Wednesday, August 8, 2012

関係 (Relationships)



Hello everybody!

As always, the gaps between my posts continues to be very long. I know that only few friends of mine read the things that I write here, but even so it is very important for me to have this space and write a little about mine experiences in Japan. My first semester at the University of Tokyo was finally over, but I'm still pretty busy, because of reports and the work at lab. Many times I thought about writing a new poster here, but I was so tired (and a little fed up of everything) that I ended over and over again postponing my post. Now it's 3:42 AM August 9 (a thursday) and, suddenly, I had the inspiration! And today's inspiration is about relationships.

Relationships are always complicated! For me, just thinking about sharing a part (it can be small or big) of your life with another person is something really scary, but also very beautiful: scary because I believe that when you share your life with another person, you inevitably end exposing your weaknesses and fears, becoming more vulnerable to the occurrence of stressful situations; and beautiful because I believe that at the same time that you become so vulnerable, you also open your life to new possibilities, which makes you grow as a person!

And that's why relationships are so important for us: for us to grow. As we live our daily-lives, we end up living everyday repeated routines that put us in a "comfort zone", where we know what to expect and how to react to it. However, as we allow relationships in our lives, new and unpredictable situations pop-up and force us to re-evaluate our actions and ways of thinking. Some people can deal better with this, some worse...

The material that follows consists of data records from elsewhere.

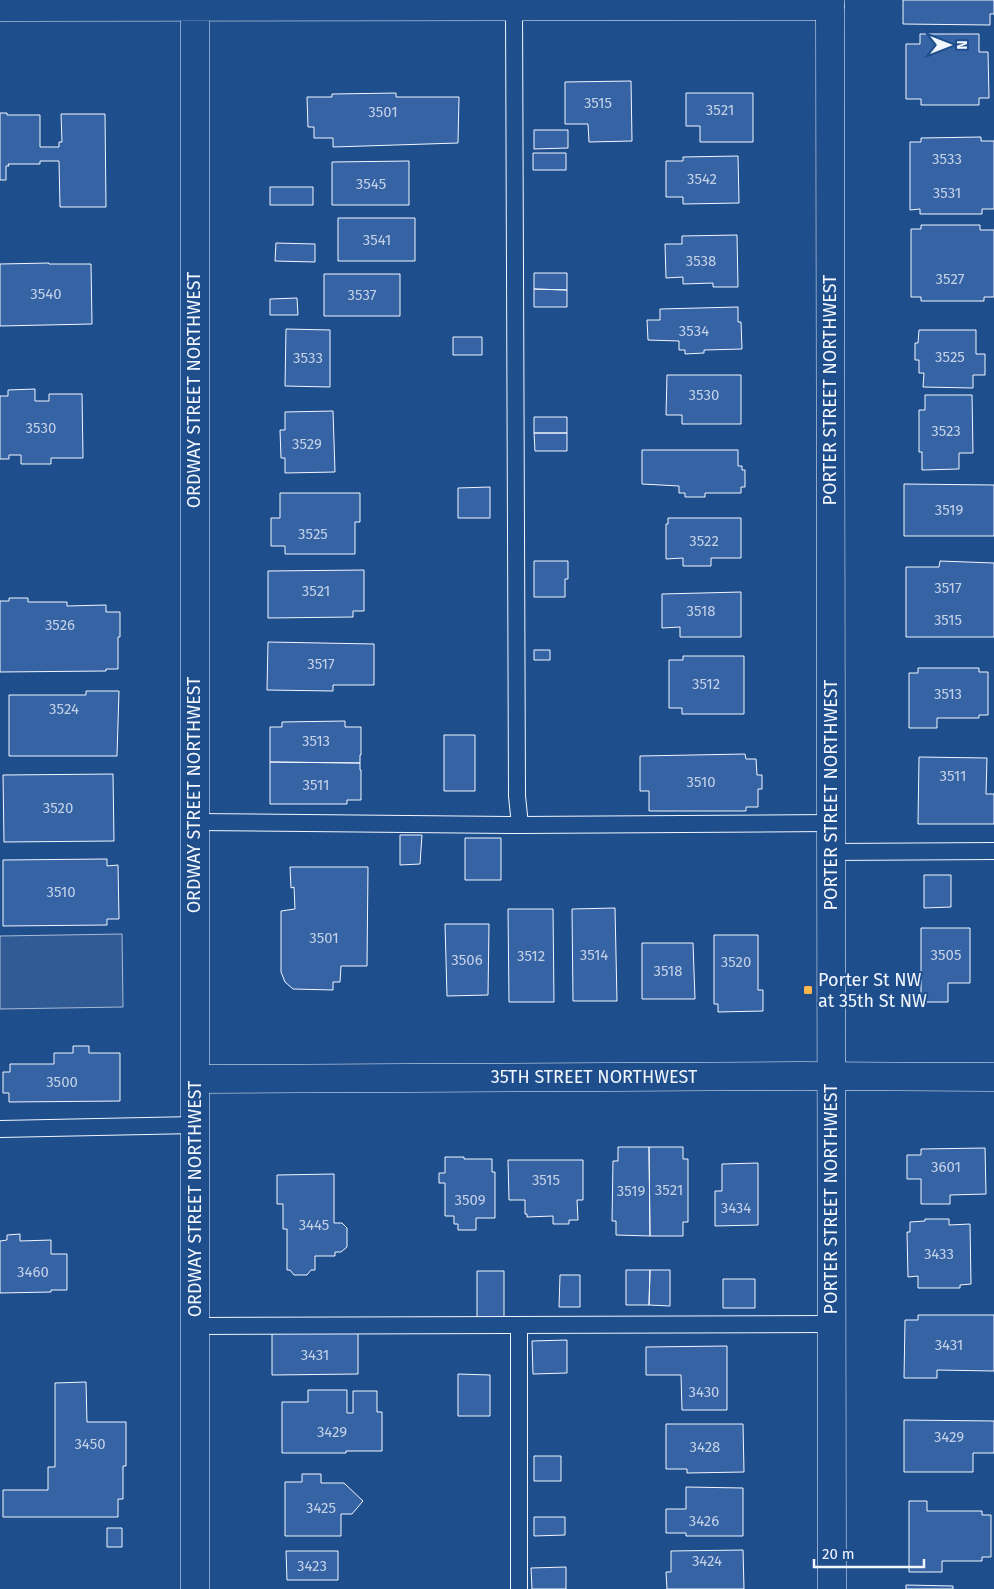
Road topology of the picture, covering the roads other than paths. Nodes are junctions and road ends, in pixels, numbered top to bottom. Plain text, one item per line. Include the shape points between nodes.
1 (830, 3) edge
2 (194, 4) edge
3 (598, 4) edge
4 (0, 7) edge
5 (514, 7) junction
6 (194, 822) junction
7 (831, 823) junction
8 (520, 825) junction
9 (994, 851) edge
10 (831, 852) junction
11 (831, 1076) junction
12 (994, 1077) edge
13 (194, 1079) junction
14 (195, 1125) junction
15 (0, 1129) edge
16 (831, 1324) junction
17 (519, 1325) junction
18 (195, 1326) junction
19 (195, 1589) edge
20 (519, 1589) edge
21 (832, 1589) edge

1 - 3 street
1 - 7 street, PORTER STREET NORTHWEST
2 - 4 street
2 - 5 street
2 - 6 street, ORDWAY STREET NORTHWEST
3 - 5 street
5 - 8 lane via 517,796
6 - 8 lane
6 - 13 street, ORDWAY STREET NORTHWEST
7 - 8 lane
7 - 10 street, PORTER STREET NORTHWEST
9 - 10 lane
10 - 11 street, PORTER STREET NORTHWEST
11 - 12 street, 35TH STREET NORTHWEST
11 - 13 street, 35TH STREET NORTHWEST
11 - 16 street, PORTER STREET NORTHWEST
13 - 14 street, ORDWAY STREET NORTHWEST
14 - 15 lane
14 - 18 street, ORDWAY STREET NORTHWEST
16 - 17 lane
16 - 21 street, PORTER STREET NORTHWEST
17 - 18 lane
17 - 20 lane
18 - 19 street, ORDWAY STREET NORTHWEST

Living by myself here in Japan has led me to think a lot about this, basically because I'm in a situation where this "comfort zone break" is really intense! The culture of japanese people is completely different from brazilian culture. The language also is another barrier, since I'll never be able to express my feelings in Japanese as well as I express in Portuguese (and that isn't a problem of learning japanese language, but a human limitation). Also, the situation that I am exposed now as a whole is really stressful, making me really sentimentally vulnerable.

Saying "I like" or "I care about you" here is way more strong than in Brazil. As well as hearing "I don't care" shouldn't be seem so harsh as it sounds for us, brazilians. Asking if people are ok here can be restricted to physical conditions, while in Brazil can also concern the psychological conditions. Touching is also a difference, since hugs and kisses are more restricted to passional relationships here, while in Brazil it is broadened to other kinds of relationships.

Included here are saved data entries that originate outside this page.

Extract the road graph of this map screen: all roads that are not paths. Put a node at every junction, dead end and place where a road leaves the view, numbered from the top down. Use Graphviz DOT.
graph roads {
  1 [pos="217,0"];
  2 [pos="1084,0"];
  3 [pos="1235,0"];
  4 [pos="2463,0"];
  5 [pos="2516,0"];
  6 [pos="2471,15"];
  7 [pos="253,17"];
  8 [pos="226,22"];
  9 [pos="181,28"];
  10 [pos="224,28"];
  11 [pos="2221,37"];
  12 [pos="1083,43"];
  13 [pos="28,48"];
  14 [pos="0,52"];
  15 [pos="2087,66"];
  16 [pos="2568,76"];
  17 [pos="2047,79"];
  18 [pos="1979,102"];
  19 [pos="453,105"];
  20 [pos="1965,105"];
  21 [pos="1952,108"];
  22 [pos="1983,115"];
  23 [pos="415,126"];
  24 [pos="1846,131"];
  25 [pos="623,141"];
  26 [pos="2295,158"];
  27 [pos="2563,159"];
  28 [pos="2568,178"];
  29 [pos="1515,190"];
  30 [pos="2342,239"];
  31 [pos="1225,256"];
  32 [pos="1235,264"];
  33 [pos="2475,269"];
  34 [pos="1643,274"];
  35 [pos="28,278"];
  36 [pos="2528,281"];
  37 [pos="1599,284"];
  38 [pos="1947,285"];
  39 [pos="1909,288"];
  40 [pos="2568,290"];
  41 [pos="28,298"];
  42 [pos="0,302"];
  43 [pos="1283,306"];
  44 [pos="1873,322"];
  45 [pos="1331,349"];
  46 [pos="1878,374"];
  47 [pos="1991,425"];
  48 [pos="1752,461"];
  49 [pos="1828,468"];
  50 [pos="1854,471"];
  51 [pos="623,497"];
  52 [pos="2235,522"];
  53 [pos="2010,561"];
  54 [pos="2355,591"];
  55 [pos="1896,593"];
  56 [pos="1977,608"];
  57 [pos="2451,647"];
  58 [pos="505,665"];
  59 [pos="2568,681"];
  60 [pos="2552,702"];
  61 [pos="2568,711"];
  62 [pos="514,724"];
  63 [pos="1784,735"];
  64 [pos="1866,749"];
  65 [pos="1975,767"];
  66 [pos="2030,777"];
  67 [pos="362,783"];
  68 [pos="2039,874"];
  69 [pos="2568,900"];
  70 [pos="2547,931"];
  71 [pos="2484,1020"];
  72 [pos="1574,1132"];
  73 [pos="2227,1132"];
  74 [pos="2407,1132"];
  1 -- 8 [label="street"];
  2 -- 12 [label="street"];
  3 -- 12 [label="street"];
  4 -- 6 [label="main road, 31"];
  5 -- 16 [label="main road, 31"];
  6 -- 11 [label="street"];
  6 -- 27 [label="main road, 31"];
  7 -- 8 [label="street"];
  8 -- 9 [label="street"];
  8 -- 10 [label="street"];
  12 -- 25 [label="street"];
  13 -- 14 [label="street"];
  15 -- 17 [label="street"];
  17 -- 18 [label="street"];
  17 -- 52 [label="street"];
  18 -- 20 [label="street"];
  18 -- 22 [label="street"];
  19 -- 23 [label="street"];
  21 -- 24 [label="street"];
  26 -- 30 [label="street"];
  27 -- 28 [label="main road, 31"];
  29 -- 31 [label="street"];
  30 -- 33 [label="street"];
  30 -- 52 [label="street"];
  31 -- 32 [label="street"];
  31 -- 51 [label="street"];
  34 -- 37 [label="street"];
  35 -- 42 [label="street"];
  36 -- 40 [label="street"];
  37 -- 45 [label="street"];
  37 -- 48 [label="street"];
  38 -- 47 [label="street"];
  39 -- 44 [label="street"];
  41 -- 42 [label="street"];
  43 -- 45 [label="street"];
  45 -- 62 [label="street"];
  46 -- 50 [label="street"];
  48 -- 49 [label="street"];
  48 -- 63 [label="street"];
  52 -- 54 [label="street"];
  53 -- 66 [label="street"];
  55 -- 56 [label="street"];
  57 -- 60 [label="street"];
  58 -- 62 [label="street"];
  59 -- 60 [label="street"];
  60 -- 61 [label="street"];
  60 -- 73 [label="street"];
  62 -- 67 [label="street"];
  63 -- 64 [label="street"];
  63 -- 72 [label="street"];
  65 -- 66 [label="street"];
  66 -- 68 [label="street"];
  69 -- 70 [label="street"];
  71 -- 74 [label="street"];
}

I really don't wanna put a merit of which way of thinking/ behavior is the correct (although I have a personal and strong opinion about this). Instead, what I wanna emphasize here is that these differences really exist and they can make your life really hard here in Japan.  

I'm feeling really sad right now. I believe I'm a really good person, and I always do my best to respect and try to understand the people that are near me. But something that I really don't know how to respond well is to disappointment. I'm really disappointed with someone here and I'm thinking continuously how to react to it. I still don't know the answer, but I'm sure of one thing: this will broaden my understanding about relationships!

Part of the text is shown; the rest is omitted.